> **DATA RECORDS**:

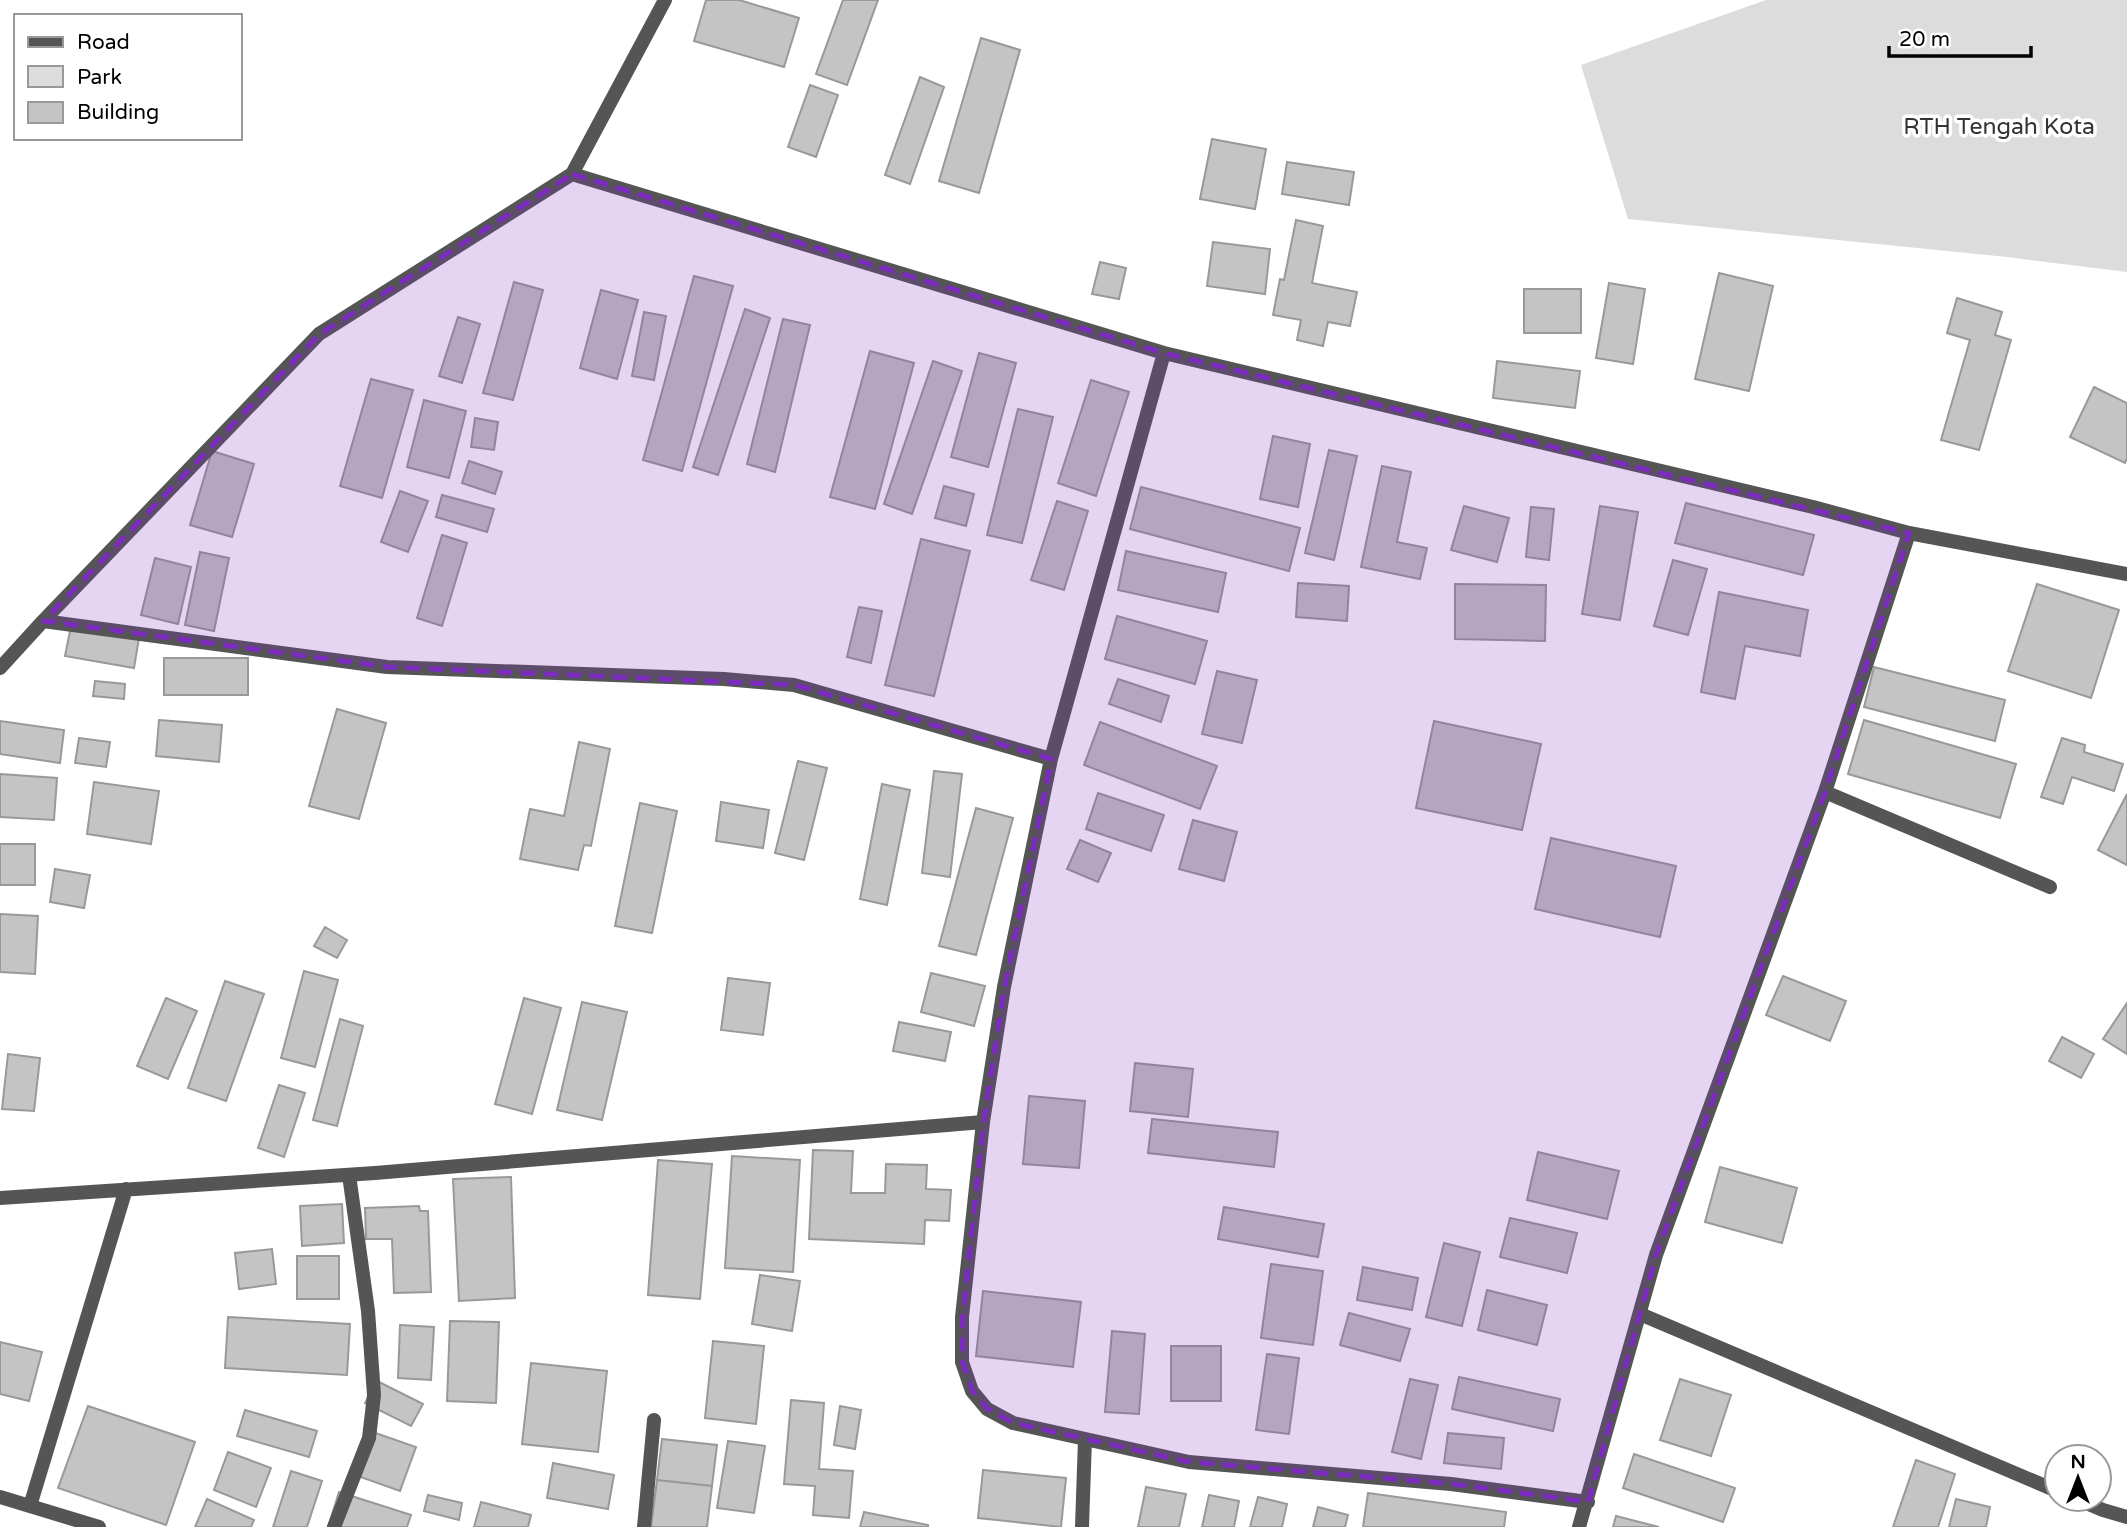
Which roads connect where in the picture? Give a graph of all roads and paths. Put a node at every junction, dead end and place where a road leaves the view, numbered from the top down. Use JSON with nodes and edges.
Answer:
{"nodes":[{"id":1,"x":665,"y":0,"type":"edge"},
{"id":2,"x":572,"y":174,"type":"junction"},
{"id":3,"x":1164,"y":353,"type":"junction"},
{"id":4,"x":1909,"y":533,"type":"junction"},
{"id":5,"x":2127,"y":574,"type":"edge"},
{"id":6,"x":43,"y":621,"type":"junction"},
{"id":7,"x":0,"y":668,"type":"edge"},
{"id":8,"x":1051,"y":759,"type":"junction"},
{"id":9,"x":1825,"y":792,"type":"junction"},
{"id":10,"x":2050,"y":887,"type":"dead end"},
{"id":11,"x":983,"y":1122,"type":"junction"},
{"id":12,"x":349,"y":1175,"type":"junction"},
{"id":13,"x":126,"y":1189,"type":"junction"},
{"id":14,"x":0,"y":1198,"type":"edge"},
{"id":15,"x":1640,"y":1314,"type":"junction"},
{"id":16,"x":654,"y":1420,"type":"dead end"},
{"id":17,"x":1085,"y":1439,"type":"junction"},
{"id":18,"x":2043,"y":1485,"type":"edge"},
{"id":19,"x":0,"y":1497,"type":"edge"},
{"id":20,"x":1588,"y":1502,"type":"junction"},
{"id":21,"x":30,"y":1506,"type":"junction"},
{"id":22,"x":71,"y":1523,"type":"edge"},
{"id":23,"x":99,"y":1527,"type":"edge"},
{"id":24,"x":334,"y":1527,"type":"edge"},
{"id":25,"x":644,"y":1527,"type":"edge"},
{"id":26,"x":1083,"y":1527,"type":"edge"},
{"id":27,"x":1579,"y":1527,"type":"edge"}],
"edges":[{"from":1,"to":2,"type":"street"},
{"from":2,"to":3,"type":"street"},
{"from":2,"to":6,"type":"street"},
{"from":3,"to":4,"type":"street"},
{"from":3,"to":8,"type":"street"},
{"from":4,"to":5,"type":"street"},
{"from":4,"to":9,"type":"street"},
{"from":6,"to":7,"type":"street"},
{"from":6,"to":8,"type":"street"},
{"from":8,"to":11,"type":"street"},
{"from":9,"to":10,"type":"street"},
{"from":9,"to":15,"type":"street"},
{"from":11,"to":12,"type":"street"},
{"from":11,"to":17,"type":"street"},
{"from":12,"to":13,"type":"street"},
{"from":12,"to":24,"type":"street"},
{"from":13,"to":14,"type":"street"},
{"from":13,"to":21,"type":"street"},
{"from":15,"to":18,"type":"street"},
{"from":15,"to":20,"type":"street"},
{"from":16,"to":25,"type":"street"},
{"from":17,"to":20,"type":"street"},
{"from":17,"to":26,"type":"street"},
{"from":19,"to":21,"type":"street"},
{"from":20,"to":27,"type":"street"},
{"from":21,"to":22,"type":"street"},
{"from":22,"to":23,"type":"street"}]}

> **DIRECTIONS FOR THIS TASK**:
None of the pictures should be copied, but every record above must be restated in full.

> **OUTPUT**:
Which roads connect where in the picture? Give a graph of all roads and paths. Put a node at every junction, dead end and place where a road leaves the view, numbered from the top down. Use JSON with nodes and edges.
Answer:
{"nodes":[{"id":1,"x":665,"y":0,"type":"edge"},
{"id":2,"x":572,"y":174,"type":"junction"},
{"id":3,"x":1164,"y":353,"type":"junction"},
{"id":4,"x":1909,"y":533,"type":"junction"},
{"id":5,"x":2127,"y":574,"type":"edge"},
{"id":6,"x":43,"y":621,"type":"junction"},
{"id":7,"x":0,"y":668,"type":"edge"},
{"id":8,"x":1051,"y":759,"type":"junction"},
{"id":9,"x":1825,"y":792,"type":"junction"},
{"id":10,"x":2050,"y":887,"type":"dead end"},
{"id":11,"x":983,"y":1122,"type":"junction"},
{"id":12,"x":349,"y":1175,"type":"junction"},
{"id":13,"x":126,"y":1189,"type":"junction"},
{"id":14,"x":0,"y":1198,"type":"edge"},
{"id":15,"x":1640,"y":1314,"type":"junction"},
{"id":16,"x":654,"y":1420,"type":"dead end"},
{"id":17,"x":1085,"y":1439,"type":"junction"},
{"id":18,"x":2043,"y":1485,"type":"edge"},
{"id":19,"x":0,"y":1497,"type":"edge"},
{"id":20,"x":1588,"y":1502,"type":"junction"},
{"id":21,"x":30,"y":1506,"type":"junction"},
{"id":22,"x":71,"y":1523,"type":"edge"},
{"id":23,"x":99,"y":1527,"type":"edge"},
{"id":24,"x":334,"y":1527,"type":"edge"},
{"id":25,"x":644,"y":1527,"type":"edge"},
{"id":26,"x":1083,"y":1527,"type":"edge"},
{"id":27,"x":1579,"y":1527,"type":"edge"}],
"edges":[{"from":1,"to":2,"type":"street"},
{"from":2,"to":3,"type":"street"},
{"from":2,"to":6,"type":"street"},
{"from":3,"to":4,"type":"street"},
{"from":3,"to":8,"type":"street"},
{"from":4,"to":5,"type":"street"},
{"from":4,"to":9,"type":"street"},
{"from":6,"to":7,"type":"street"},
{"from":6,"to":8,"type":"street"},
{"from":8,"to":11,"type":"street"},
{"from":9,"to":10,"type":"street"},
{"from":9,"to":15,"type":"street"},
{"from":11,"to":12,"type":"street"},
{"from":11,"to":17,"type":"street"},
{"from":12,"to":13,"type":"street"},
{"from":12,"to":24,"type":"street"},
{"from":13,"to":14,"type":"street"},
{"from":13,"to":21,"type":"street"},
{"from":15,"to":18,"type":"street"},
{"from":15,"to":20,"type":"street"},
{"from":16,"to":25,"type":"street"},
{"from":17,"to":20,"type":"street"},
{"from":17,"to":26,"type":"street"},
{"from":19,"to":21,"type":"street"},
{"from":20,"to":27,"type":"street"},
{"from":21,"to":22,"type":"street"},
{"from":22,"to":23,"type":"street"}]}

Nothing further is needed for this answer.